I would like to add a word about the question: ‘How can one know that Richard is Actually Free?’ In other words, how do I really know that Richard is the ‘genuine item’?

The answer to that question, for me, is: I don’t really know it. All I know is that from all the reading that I have done about this transformation called Actual Freedom, everything is consistent and makes sense to me. The only way I could only really know if Richard is what he says he is – in other words, a human being sans identity, is if I were to take up residence with him and observe him intimately for 24/7.

I mean, I think you can only really know another human being until you live with them for awhile. One frame of reference that I have for this is Richard’s book, his voluminous writings, and the testimonials of people who have been intimately acquainted with him. As I live continents apart, I have never met the man. I have neither the time nor the inclination to do so, but I took seriously his warning not to do so. Additionally however, what we are talking about on this mailing list is a verifiable experience – the Pure Consciousness Experience. I need not meet or talk to Richard personally to know exactly what he is talking about, because it is a verifiable experience. It is verifiable by one’s personal experience. One can readily confirm (verify) that an Actual Freedom from the Human Condition is not only possible but a living reality by one’s own PCEs.

RESPONDENT No. 46: I’m not misinformed, Gary ... not right here, at any rate. I am ACCURATELY informed about the ACTUAL FACTS of Richard’s communication, and the communication of two of his chief disciples/senior students about the claims and promises of actualism.

GARY: What does Actualism promise, No. 46? Can you tell me? Can you show me ‘the promises’? Because from where I sit, I do not see that anything is promised. Just in this one passage here, you reveal the axe that you have to grind when you dub Peter and Vineeto ‘chief disciples’ and ‘senior students’. Levelling your ‘chief disciples’ criticism is particularly revealing, as it is obvious from what you say that you No. 46 have an agenda, and your agenda is to expose Actualism as a cult. So, I do not think you are the fearless, intrepid deconstructor that you like to pose as. You have an agenda. And it is very obvious what that is.

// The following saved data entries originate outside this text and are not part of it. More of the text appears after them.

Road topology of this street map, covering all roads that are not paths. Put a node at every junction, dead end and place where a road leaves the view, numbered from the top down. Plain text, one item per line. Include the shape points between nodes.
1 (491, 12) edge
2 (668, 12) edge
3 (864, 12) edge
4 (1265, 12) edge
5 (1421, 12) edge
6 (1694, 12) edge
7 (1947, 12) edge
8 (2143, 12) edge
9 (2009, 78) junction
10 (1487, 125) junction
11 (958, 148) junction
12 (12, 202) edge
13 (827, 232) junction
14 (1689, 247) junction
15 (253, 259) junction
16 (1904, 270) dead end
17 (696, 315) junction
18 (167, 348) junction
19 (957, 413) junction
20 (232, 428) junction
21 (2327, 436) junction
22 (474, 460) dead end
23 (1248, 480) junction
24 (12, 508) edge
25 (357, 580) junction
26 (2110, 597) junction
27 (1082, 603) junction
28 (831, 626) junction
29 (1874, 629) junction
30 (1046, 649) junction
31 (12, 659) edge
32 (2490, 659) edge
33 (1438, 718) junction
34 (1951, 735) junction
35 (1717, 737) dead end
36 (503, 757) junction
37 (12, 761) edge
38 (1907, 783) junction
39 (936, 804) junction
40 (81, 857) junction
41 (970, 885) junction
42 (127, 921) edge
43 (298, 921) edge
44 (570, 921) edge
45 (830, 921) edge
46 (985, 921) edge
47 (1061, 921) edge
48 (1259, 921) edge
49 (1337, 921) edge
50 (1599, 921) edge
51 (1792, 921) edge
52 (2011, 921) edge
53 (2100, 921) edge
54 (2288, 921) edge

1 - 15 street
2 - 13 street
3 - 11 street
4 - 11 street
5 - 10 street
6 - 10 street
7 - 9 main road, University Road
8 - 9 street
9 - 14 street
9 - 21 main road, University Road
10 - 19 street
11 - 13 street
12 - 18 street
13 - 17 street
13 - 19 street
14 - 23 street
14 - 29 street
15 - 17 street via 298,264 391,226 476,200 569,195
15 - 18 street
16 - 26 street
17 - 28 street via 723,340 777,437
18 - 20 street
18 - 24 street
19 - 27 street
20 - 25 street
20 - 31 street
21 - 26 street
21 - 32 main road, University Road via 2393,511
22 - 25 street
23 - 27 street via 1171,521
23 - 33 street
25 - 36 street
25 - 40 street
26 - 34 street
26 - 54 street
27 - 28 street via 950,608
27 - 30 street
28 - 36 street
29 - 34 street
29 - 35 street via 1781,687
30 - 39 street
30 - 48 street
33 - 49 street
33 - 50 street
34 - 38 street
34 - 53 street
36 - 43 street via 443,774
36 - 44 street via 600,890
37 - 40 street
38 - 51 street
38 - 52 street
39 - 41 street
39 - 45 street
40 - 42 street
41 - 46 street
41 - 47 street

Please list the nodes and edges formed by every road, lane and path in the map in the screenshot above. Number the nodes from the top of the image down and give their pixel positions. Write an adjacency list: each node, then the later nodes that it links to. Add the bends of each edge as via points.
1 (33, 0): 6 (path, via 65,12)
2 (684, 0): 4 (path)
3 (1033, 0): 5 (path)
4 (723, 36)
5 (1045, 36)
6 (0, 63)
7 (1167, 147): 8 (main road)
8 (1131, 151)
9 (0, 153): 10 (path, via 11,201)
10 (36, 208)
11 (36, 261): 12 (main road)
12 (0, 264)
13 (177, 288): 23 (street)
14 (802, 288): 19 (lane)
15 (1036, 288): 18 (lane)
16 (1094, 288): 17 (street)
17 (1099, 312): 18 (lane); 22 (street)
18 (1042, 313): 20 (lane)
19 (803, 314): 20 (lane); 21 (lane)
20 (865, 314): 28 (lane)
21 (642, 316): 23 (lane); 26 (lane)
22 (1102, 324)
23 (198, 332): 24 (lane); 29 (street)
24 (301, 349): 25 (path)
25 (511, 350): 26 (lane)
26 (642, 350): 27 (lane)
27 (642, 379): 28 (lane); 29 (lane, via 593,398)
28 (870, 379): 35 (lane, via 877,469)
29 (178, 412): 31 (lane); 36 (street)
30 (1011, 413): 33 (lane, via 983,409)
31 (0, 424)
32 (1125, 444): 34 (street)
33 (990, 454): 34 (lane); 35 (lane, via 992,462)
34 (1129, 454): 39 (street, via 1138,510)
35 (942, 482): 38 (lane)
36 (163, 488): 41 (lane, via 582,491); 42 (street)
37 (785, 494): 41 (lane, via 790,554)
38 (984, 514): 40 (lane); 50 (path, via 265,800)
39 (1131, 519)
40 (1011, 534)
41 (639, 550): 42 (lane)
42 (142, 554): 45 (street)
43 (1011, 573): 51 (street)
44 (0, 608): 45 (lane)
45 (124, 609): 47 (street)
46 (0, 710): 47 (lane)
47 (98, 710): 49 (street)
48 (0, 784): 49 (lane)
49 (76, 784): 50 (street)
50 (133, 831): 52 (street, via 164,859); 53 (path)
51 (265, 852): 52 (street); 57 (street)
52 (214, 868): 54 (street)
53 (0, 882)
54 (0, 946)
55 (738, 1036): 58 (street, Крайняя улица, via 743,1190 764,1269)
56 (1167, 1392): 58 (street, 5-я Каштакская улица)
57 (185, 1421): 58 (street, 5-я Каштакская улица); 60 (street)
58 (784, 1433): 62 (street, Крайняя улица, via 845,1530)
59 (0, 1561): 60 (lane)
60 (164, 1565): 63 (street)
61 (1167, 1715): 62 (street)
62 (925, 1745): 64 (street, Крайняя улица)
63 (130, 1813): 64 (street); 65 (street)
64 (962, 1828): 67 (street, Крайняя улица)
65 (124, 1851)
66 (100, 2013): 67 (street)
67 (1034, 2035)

RESPONDENT No. 46: Having said THAT, Gary, please hear me when I tell you that I have NO PROBLEM with Richard’s bold and sweeping claims. They are challenging, and are calling forth from me a seriously focused response, as well as my own doing of the work, asking the deconstructive question ‘How am I experiencing...’

GARY: What exactly do you mean by the phrase ‘my own doing of the work’? What ‘work’ are you doing? I have yet to hear of your experiences, if any, in applying what you so glibly describe as the ‘deconstructive question’. So I would be interested in hearing just what ‘work’ you are doing.

RESPONDENT No. 46: They are also leading me to kick the tires on this AF buggy ... HARD ... to separate the wheat from the chaff, the baby from the bathwater, the chicken from the bone (the burger from the bun? – only if you’re doing the low carb thing).

In particular, I am ruthlessly (albeit harmlessly, I’d say) deconstructing anything that smells to me of rotten meat: calenture, actualist or otherwise.

Vineeto’s reification of Richard as the only atheist on the planet seems to me a good example of such rotten meat ... actualist calenture, no different than the spiritualist calenture one finds in any one of a zillion venues.

And ... speaking honestly and directly to you ... your inability to connect the dots between my own summarization and Richard’s bold statements, and the statements of his disciples, calling me misinformed on the matter when some of that correspondence even involves you (or some other Gary, perhaps?) strikes me as yet more actualist calenture. Your judgements here strike me as those of a true believer ... and the paradox is that true believism needs to be ABANDONED in order to actually get back to a pure PCE.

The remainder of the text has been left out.